### SUPPLIED RECORDS
┄┄┄┄┄┄
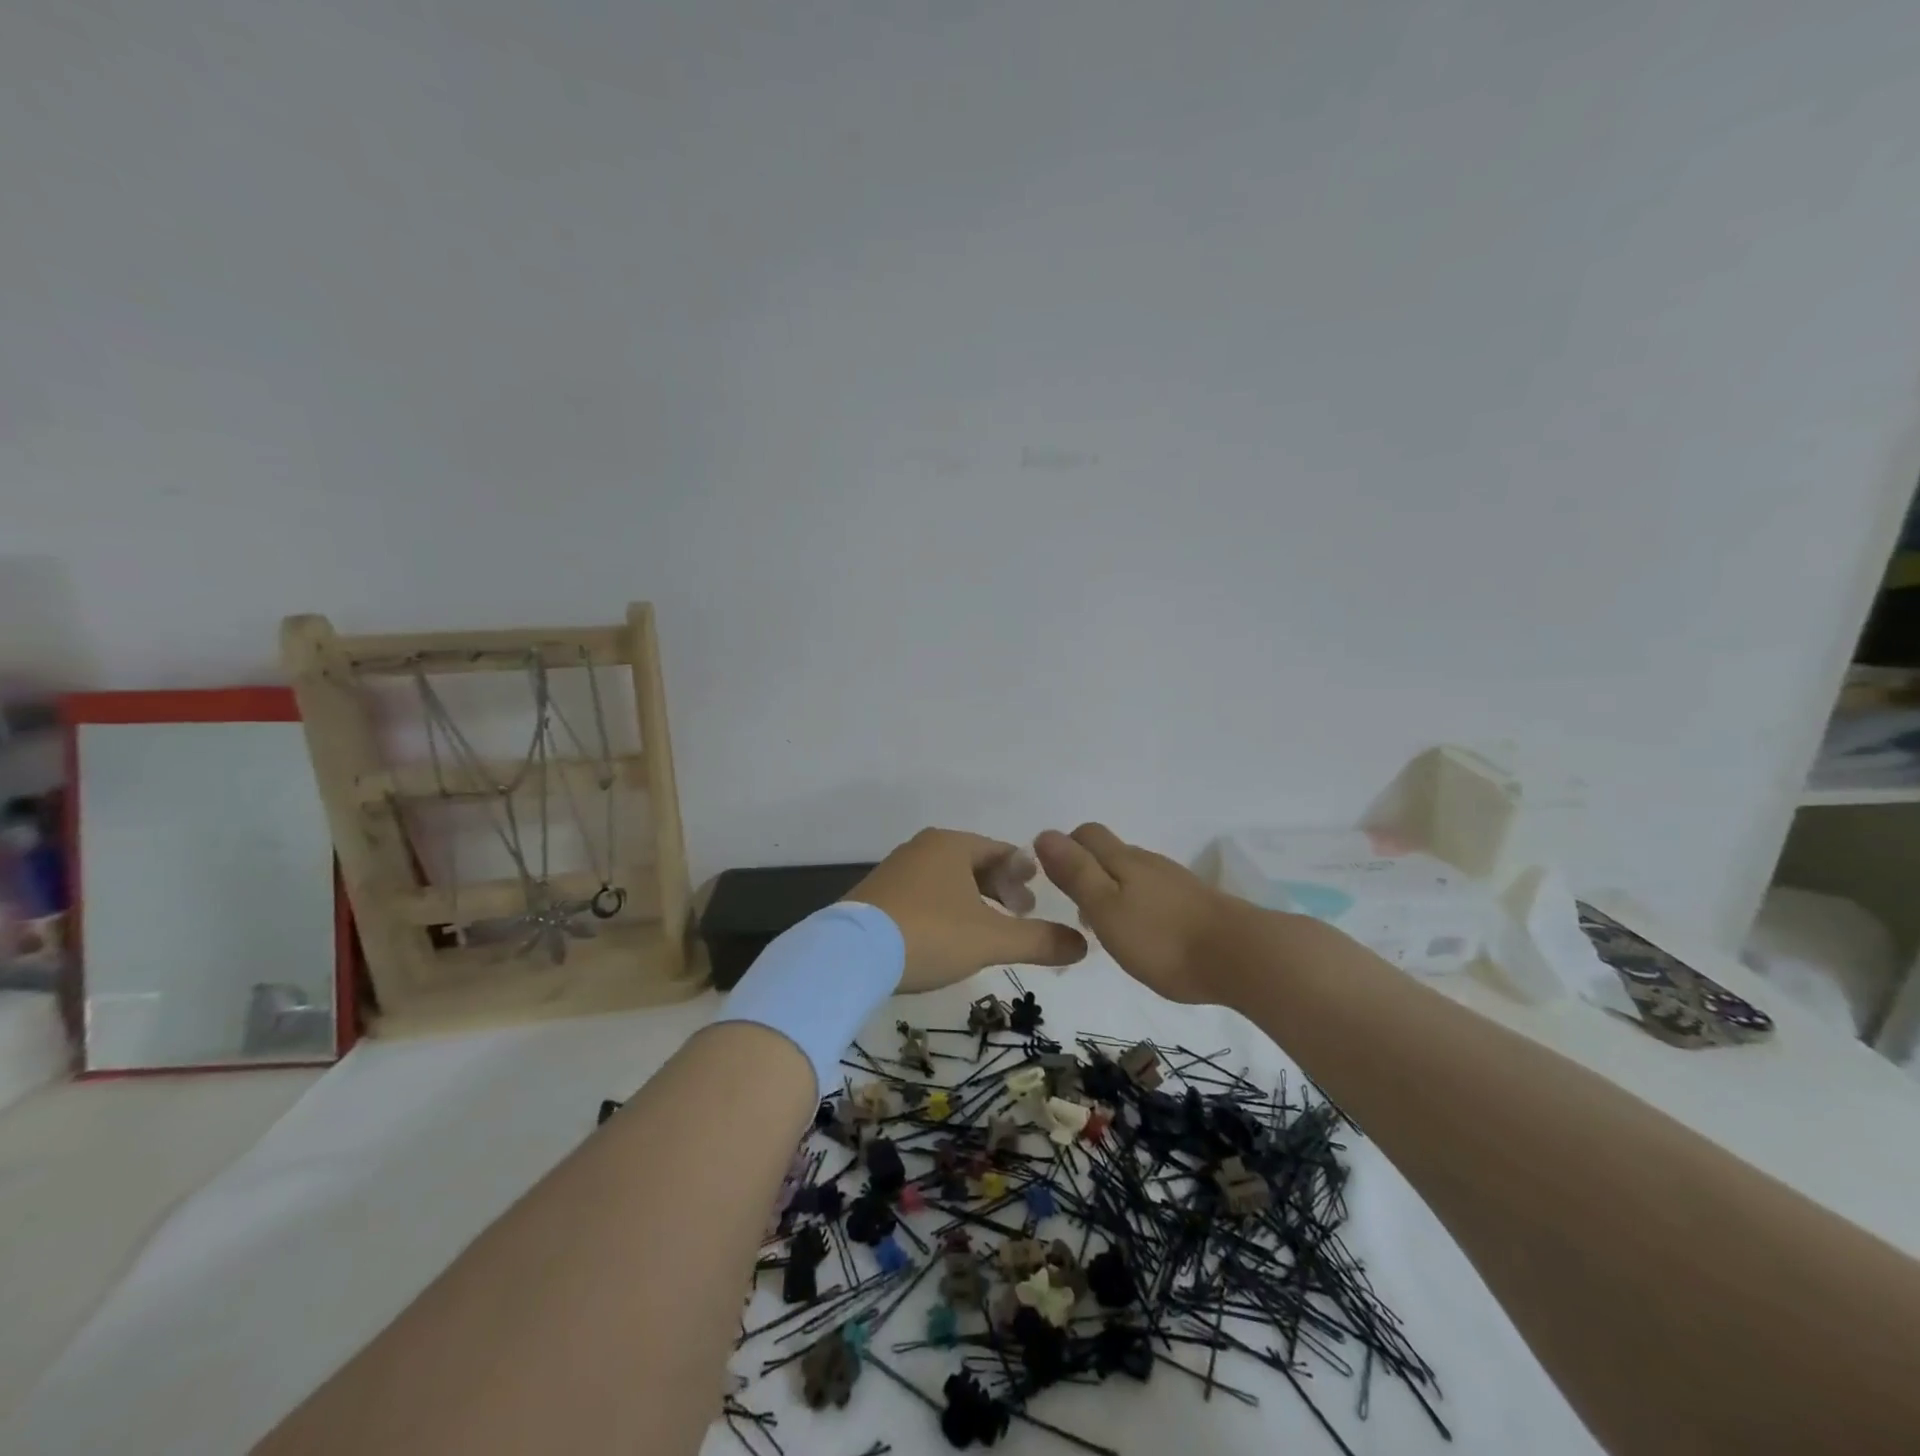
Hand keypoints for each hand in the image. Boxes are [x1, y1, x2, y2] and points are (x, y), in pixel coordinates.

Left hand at [846, 828, 1088, 992]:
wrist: (850, 955)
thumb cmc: (929, 934)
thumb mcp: (991, 939)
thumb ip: (1039, 940)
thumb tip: (1083, 945)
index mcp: (951, 845)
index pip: (1000, 851)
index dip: (1023, 872)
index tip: (1037, 895)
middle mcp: (922, 848)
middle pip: (973, 863)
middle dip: (1000, 887)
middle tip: (1020, 911)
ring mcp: (895, 870)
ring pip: (947, 879)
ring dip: (972, 899)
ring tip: (987, 927)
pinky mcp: (876, 895)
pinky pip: (923, 894)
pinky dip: (945, 908)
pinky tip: (947, 935)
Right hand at [1034, 823, 1244, 1004]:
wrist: (1243, 957)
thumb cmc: (1163, 938)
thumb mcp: (1106, 909)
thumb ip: (1076, 873)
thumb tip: (1044, 834)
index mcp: (1122, 860)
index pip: (1086, 834)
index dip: (1064, 848)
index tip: (1052, 879)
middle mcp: (1148, 862)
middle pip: (1109, 852)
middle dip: (1086, 870)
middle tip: (1075, 908)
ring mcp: (1175, 881)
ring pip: (1132, 873)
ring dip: (1112, 890)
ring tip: (1105, 927)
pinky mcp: (1195, 903)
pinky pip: (1154, 893)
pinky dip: (1138, 904)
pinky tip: (1142, 934)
┄┄┄┄┄┄
### REQUIREMENT
Output nothing but the lines from the one containing "middle mcp: (1148, 862)" through the last line of the data, exactly as they stand.

### THE COMPLETED TASK
middle mcp: (1148, 862)
middle pip: (1109, 852)
middle dip: (1086, 870)
middle tip: (1075, 908)
ring mcp: (1175, 881)
ring pip: (1132, 873)
ring dip: (1112, 890)
ring tip: (1105, 927)
pinky mcp: (1195, 903)
pinky pip: (1154, 893)
pinky dip: (1138, 904)
pinky tip: (1142, 934)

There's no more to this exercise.